Refik bey az evvel konuştukları konu hakkında bana malumat vermeyi ihmal etmiyor:
– İlimden bahsediyorduk Ahmet bey ile. Nasıl bir deryada olduğumuzdan, buna karşılık ilgisizliğimizden yakınıyorduk. Kalplerimiz şu içtiğimiz çayın şekeri gibi. Kainat da tefekkür hazinesi. Biz ise nefsin çöplüğünde gönlümüzü eritiyoruz.
– Hepimiz bir şeylerin farkındayız. Kalbin feraha ermesinin yolunu da biliyoruz. Ayeti kerime de şöyle buyrulmuyor mu? “Kalpler ancak Allah’ı anmakla huzur bulur.” Biz ne yapıyoruz? Dünyevi arzuların peşine takılıp gözümüze hoş gelen her şeyi başımıza tac ediyoruz. Yani bir nevi dışarıdan görünmeyen ama nehrin içine girdiğinde insanı dibe çeken bataklığa talip oluyoruz.
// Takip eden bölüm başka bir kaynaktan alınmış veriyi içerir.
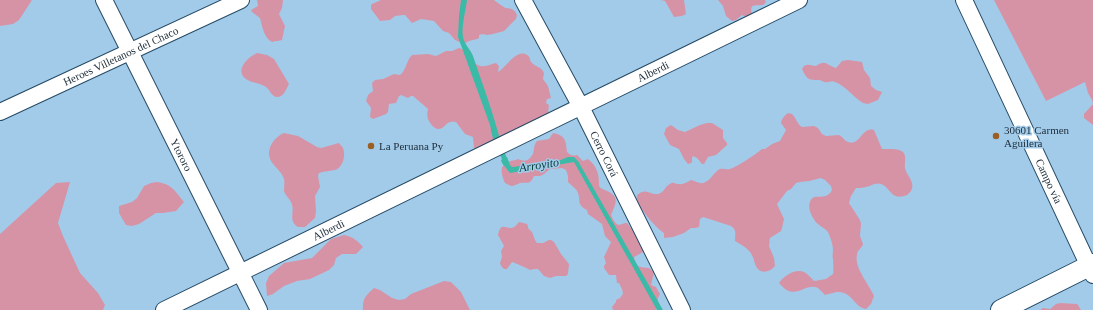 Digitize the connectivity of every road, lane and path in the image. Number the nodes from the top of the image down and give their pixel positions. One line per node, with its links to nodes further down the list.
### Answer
1 (104, 0): 6 (street, Ytororo)
2 (241, 0): 6 (street, Heroes Villetanos del Chaco)
3 (523, 0): 7 (street, Cerro Corá)
4 (799, 0): 7 (street, Alberdi)
5 (964, 0): 9 (street, Campo vía)
6 (129, 52): 8 (street, Heroes Villetanos del Chaco); 10 (street, Ytororo)
7 (581, 107): 10 (street, Alberdi); 13 (street, Cerro Corá)
8 (0, 112)
9 (1092, 269): 14 (street)
10 (241, 272): 11 (street, Alberdi); 12 (street, Ytororo)
11 (164, 310)
12 (259, 310)
13 (682, 310)
14 (1001, 310) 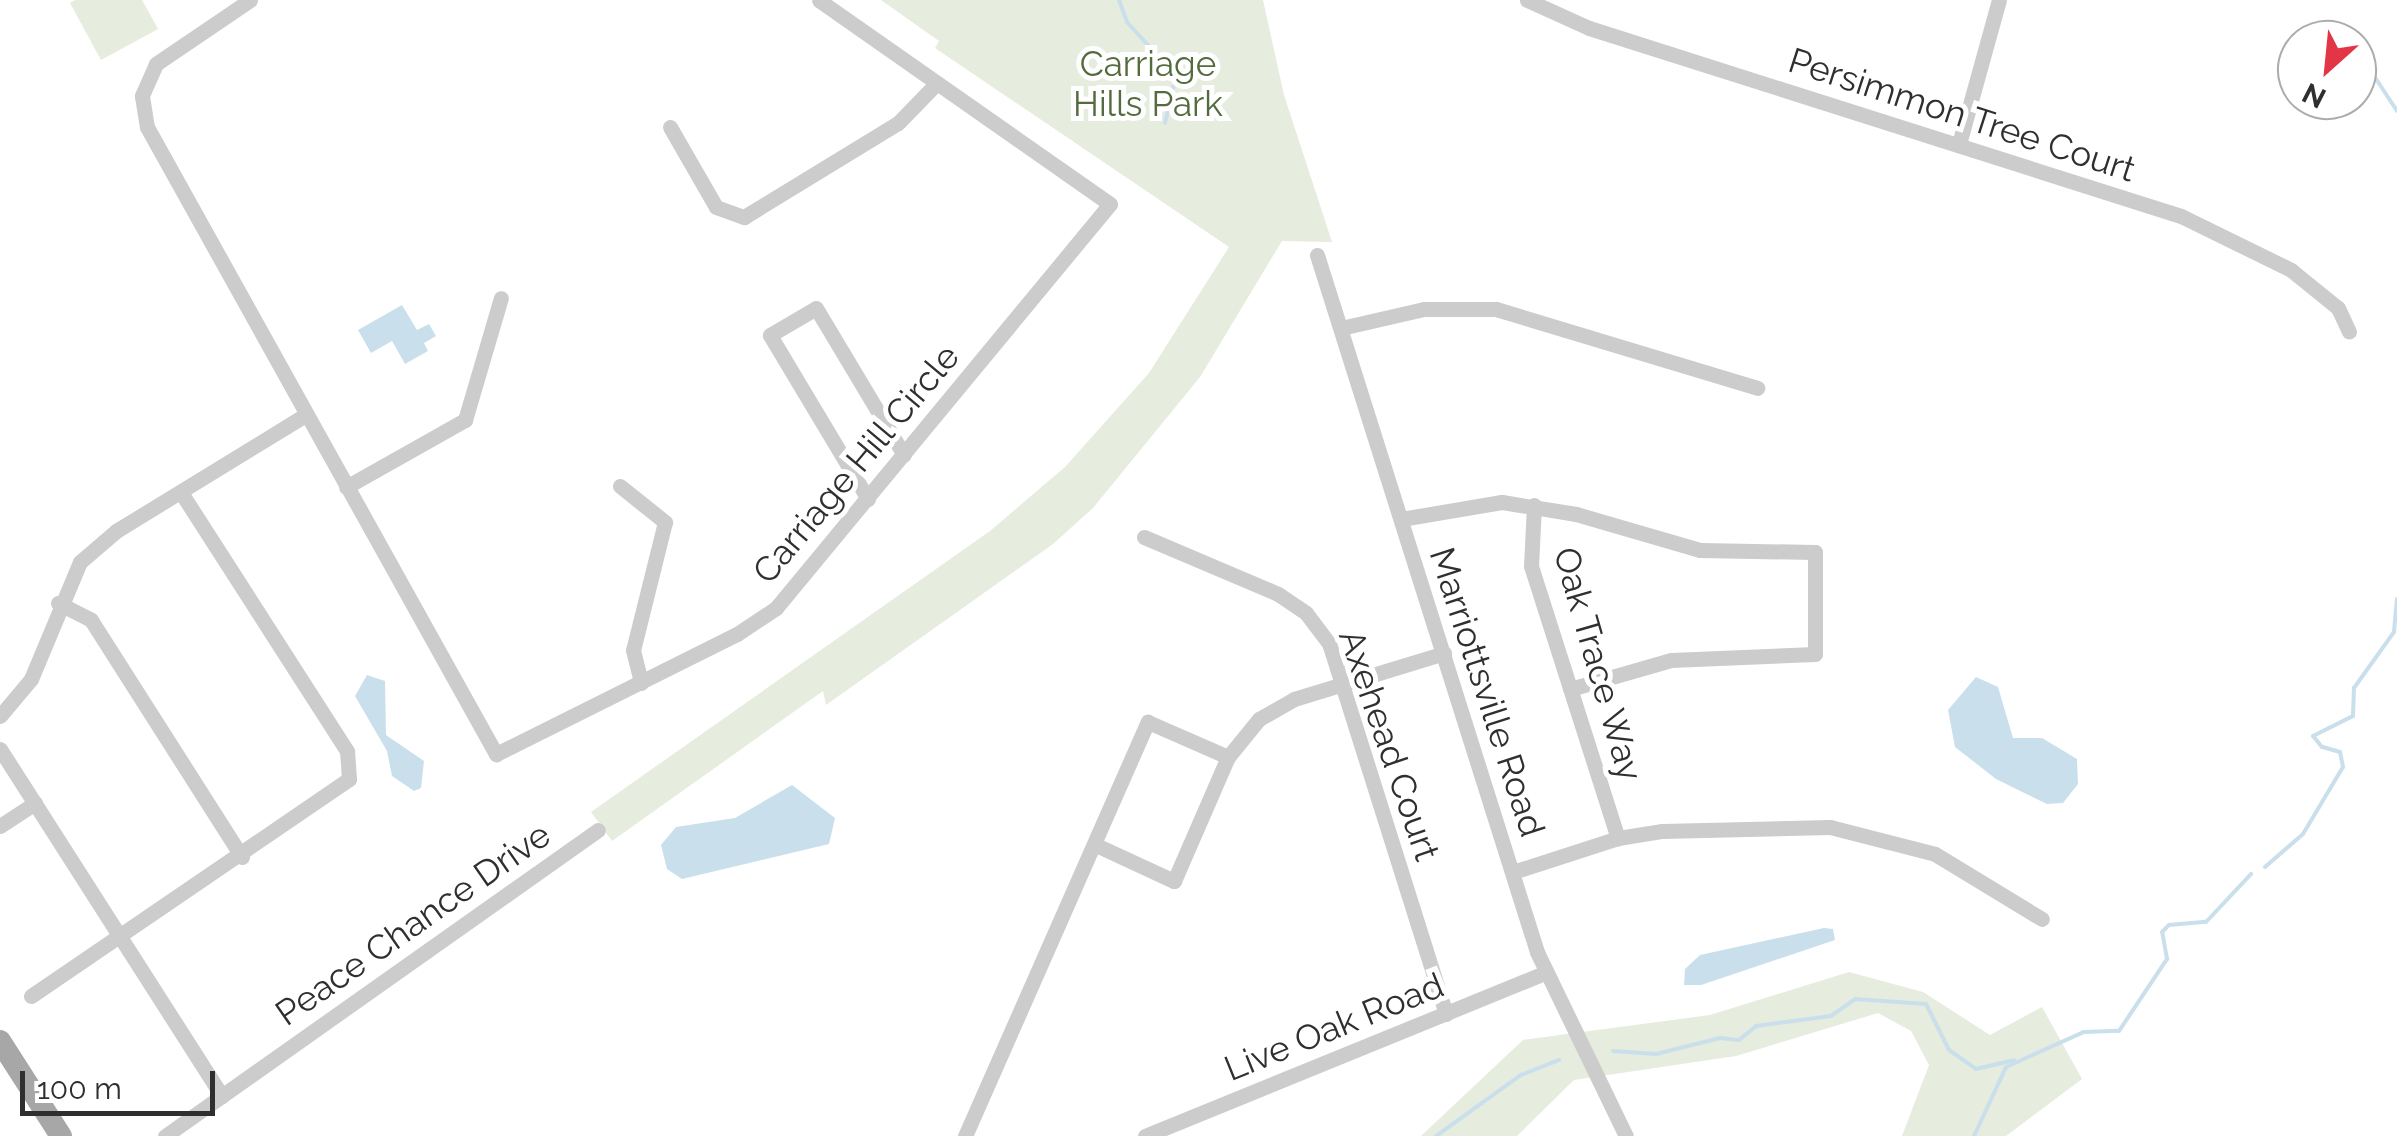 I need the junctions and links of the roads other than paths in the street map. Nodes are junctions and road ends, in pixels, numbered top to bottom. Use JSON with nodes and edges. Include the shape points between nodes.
{"nodes":[{"id":1,"x":250,"y":0,"type":"edge"},
{"id":2,"x":819,"y":0,"type":"edge"},
{"id":3,"x":1527,"y":0,"type":"edge"},
{"id":4,"x":1999,"y":0,"type":"edge"},
{"id":5,"x":935,"y":85,"type":"junction"},
{"id":6,"x":670,"y":128,"type":"dead end"},
{"id":7,"x":1958,"y":144,"type":"junction"},
{"id":8,"x":1318,"y":255,"type":"dead end"},
{"id":9,"x":501,"y":298,"type":"dead end"},
{"id":10,"x":1341,"y":328,"type":"junction"},
{"id":11,"x":2349,"y":332,"type":"dead end"},
{"id":12,"x":1757,"y":388,"type":"dead end"},
{"id":13,"x":306,"y":414,"type":"junction"},
{"id":14,"x":904,"y":455,"type":"junction"},
{"id":15,"x":620,"y":486,"type":"dead end"},
{"id":16,"x":346,"y":487,"type":"junction"},
{"id":17,"x":180,"y":492,"type":"junction"},
{"id":18,"x":868,"y":499,"type":"junction"},
{"id":19,"x":1534,"y":505,"type":"junction"},
{"id":20,"x":1401,"y":520,"type":"junction"},
{"id":21,"x":1144,"y":537,"type":"dead end"},
{"id":22,"x":58,"y":603,"type":"junction"},
{"id":23,"x":1444,"y":654,"type":"junction"},
{"id":24,"x":641,"y":683,"type":"junction"},
{"id":25,"x":1341,"y":683,"type":"junction"},
{"id":26,"x":1570,"y":689,"type":"junction"},
{"id":27,"x":0,"y":716,"type":"edge"},
{"id":28,"x":0,"y":749,"type":"edge"},
{"id":29,"x":1228,"y":756,"type":"junction"},
{"id":30,"x":35,"y":803,"type":"junction"},
{"id":31,"x":0,"y":826,"type":"edge"},
{"id":32,"x":598,"y":830,"type":"dead end"},
{"id":33,"x":1618,"y":838,"type":"junction"},
{"id":34,"x":1096,"y":845,"type":"junction"},
{"id":35,"x":242,"y":857,"type":"junction"},
{"id":36,"x":1513,"y":872,"type":"junction"},
{"id":37,"x":2042,"y":919,"type":"dead end"},
{"id":38,"x":122,"y":940,"type":"junction"},
{"id":39,"x":1545,"y":973,"type":"junction"},
{"id":40,"x":32,"y":996,"type":"dead end"},
{"id":41,"x":1446,"y":1014,"type":"junction"},
{"id":42,"x":0,"y":1041,"type":"edge"},
{"id":43,"x":222,"y":1096,"type":"junction"},
{"id":44,"x":186,"y":1130,"type":"edge"},
{"id":45,"x":61,"y":1136,"type":"edge"},
{"id":46,"x":165,"y":1136,"type":"edge"},
{"id":47,"x":965,"y":1136,"type":"edge"},
{"id":48,"x":1145,"y":1136,"type":"edge"},
{"id":49,"x":1626,"y":1136,"type":"edge"}],
"edges":[{"from":1,"to":13,"type":"street","name":"Carriage Hill Circle","via":[[156,64],[142,110]]},
{"from":2,"to":5,"type":"street","name":"Carriage Hill Circle"},
{"from":3,"to":7,"type":"street","name":"Persimmon Tree Court","via":[[1588,28]]},
{"from":4,"to":7,"type":"street"},
{"from":5,"to":6,"type":"street","via":[[898,124],[744,217],[716,206]]},
{"from":5,"to":14,"type":"street","name":"Carriage Hill Circle","via":[[1110,204]]},
{"from":7,"to":11,"type":"street","name":"Persimmon Tree Court","via":[[2216,231],[2320,292]]},
{"from":8,"to":10,"type":"street","name":"Marriottsville Road"},
{"from":9,"to":16,"type":"street","via":[[465,420]]},
{"from":10,"to":12,"type":"street","via":[[1424,309],[1496,308]]},
{"from":10,"to":20,"type":"street","name":"Marriottsville Road"},
{"from":13,"to":16,"type":"street","name":"Carriage Hill Circle"},
{"from":13,"to":17,"type":"street"},
{"from":14,"to":18,"type":"street","name":"Carriage Hill Circle"},
{"from":14,"to":18,"type":"street","via":[[816,308],[770,335]]},
{"from":15,"to":24,"type":"street","via":[[665,522],[633,650]]},
{"from":16,"to":24,"type":"street","name":"Carriage Hill Circle","via":[[496,754]]},
{"from":17,"to":22,"type":"street","via":[[98,545],[80,562]]},
{"from":17,"to":35,"type":"street","via":[[351,762],[344,787]]},
{"from":18,"to":24,"type":"street","name":"Carriage Hill Circle","via":[[776,608]]},
{"from":19,"to":20,"type":"street","via":[[1464,505]]},
{"from":19,"to":26,"type":"street","name":"Oak Trace Way","via":[[1531,566]]},
{"from":19,"to":26,"type":"street","via":[[1700,550],[1815,552],[1815,654],[1672,660]]},
{"from":20,"to":23,"type":"street","name":"Marriottsville Road"},
{"from":21,"to":25,"type":"street","name":"Axehead Court","via":[[1306,613],[1330,644]]},
{"from":22,"to":27,"type":"street","via":[[30,679]]},
{"from":22,"to":35,"type":"street","via":[[90,620]]},
{"from":23,"to":25,"type":"street"},
{"from":23,"to":36,"type":"street","name":"Marriottsville Road"},
{"from":25,"to":29,"type":"street","via":[[1259,719]]},
{"from":25,"to":41,"type":"street","name":"Axehead Court"},
{"from":26,"to":33,"type":"street","name":"Oak Trace Way"},
{"from":28,"to":30,"type":"street"},
{"from":29,"to":34,"type":"street","via":[[1148,722]]},
{"from":29,"to":34,"type":"street","via":[[1174,881]]},
{"from":30,"to":31,"type":"street"},
{"from":30,"to":38,"type":"street"},
{"from":32,"to":43,"type":"street","name":"Peace Chance Drive"},
{"from":33,"to":36,"type":"street"},
{"from":33,"to":37,"type":"street","via":[[1662,831],[1861,832],[1935,854]]},
{"from":34,"to":47,"type":"street"},
{"from":35,"to":38,"type":"street"},
{"from":36,"to":39,"type":"street","name":"Marriottsville Road"},
{"from":38,"to":40,"type":"street"},
{"from":38,"to":43,"type":"street"},
{"from":39,"to":41,"type":"street","name":"Live Oak Road"},
{"from":39,"to":49,"type":"street","name":"Marriottsville Road"},
{"from":41,"to":48,"type":"street","name":"Live Oak Road"},
{"from":42,"to":45,"type":"main road"},
{"from":43,"to":44,"type":"street","name":"Peace Chance Drive"},
{"from":44,"to":46,"type":"street","name":"Peace Chance Drive"}]}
Refik bey, dostunun konuşmasına hadis-i şerif’le eşlik etti:
– “Dünya bir leştir. Ona talip olanlar da köpeklerdir.”
– Çok doğru Refik bey. Ne güzel söylediniz. Efendimiz (s.a.v) yolu göstermiş, biz ise kaybolmakta ısrarcıyız.
Suskun kalmaktan ilk defa şikayetçi değilim. Saatler ilerlemesin, güneş batmasın, hep burada bu iki güzel adamın muhabbetini dinleyeyim istiyorum. Lakin isteğim gerçekleşmeyecek ve ben birazdan evin yolunu tutacağım.
– Çayını tazelesinler mi kızım?
– Ziyadesiyle içtim Ahmet amca. Artık kalkmam gerek, evden beklerler.
– Doğru ya, vakit epey ilerlemiş. Peki Aysel, yolun açık olsun. Yine beklerim.
Gülümseyerek masadan kalkıyorum. Sokaktan çıkıp ana caddeye geçerken sabahki hallerimi düşünüyorum: Mutsuz, aksi, yalnız. Annesinden bile arzu ettiği yakınlığı bulamayan, gitgide kendi dünyasına gömülen bir kız. Kendime bir de şimdi bakıyorum: Huzurlu, sakin, dopdolu. Duyduklarından son derece hoşnut, boşluktan kurtulabileceğini hisseden ve bunun için yapabileceği bir şeyler olduğunu fark eden bir kız. Bu vaziyetin değişmemesi için dua ederken önünden geçtiğim dükkanın tabelası gözüme çarpıyor “Sultan Kitabevi.” İçeriye girip şansımı deniyorum:
– Refik Altınok’un kitapları var mı acaba?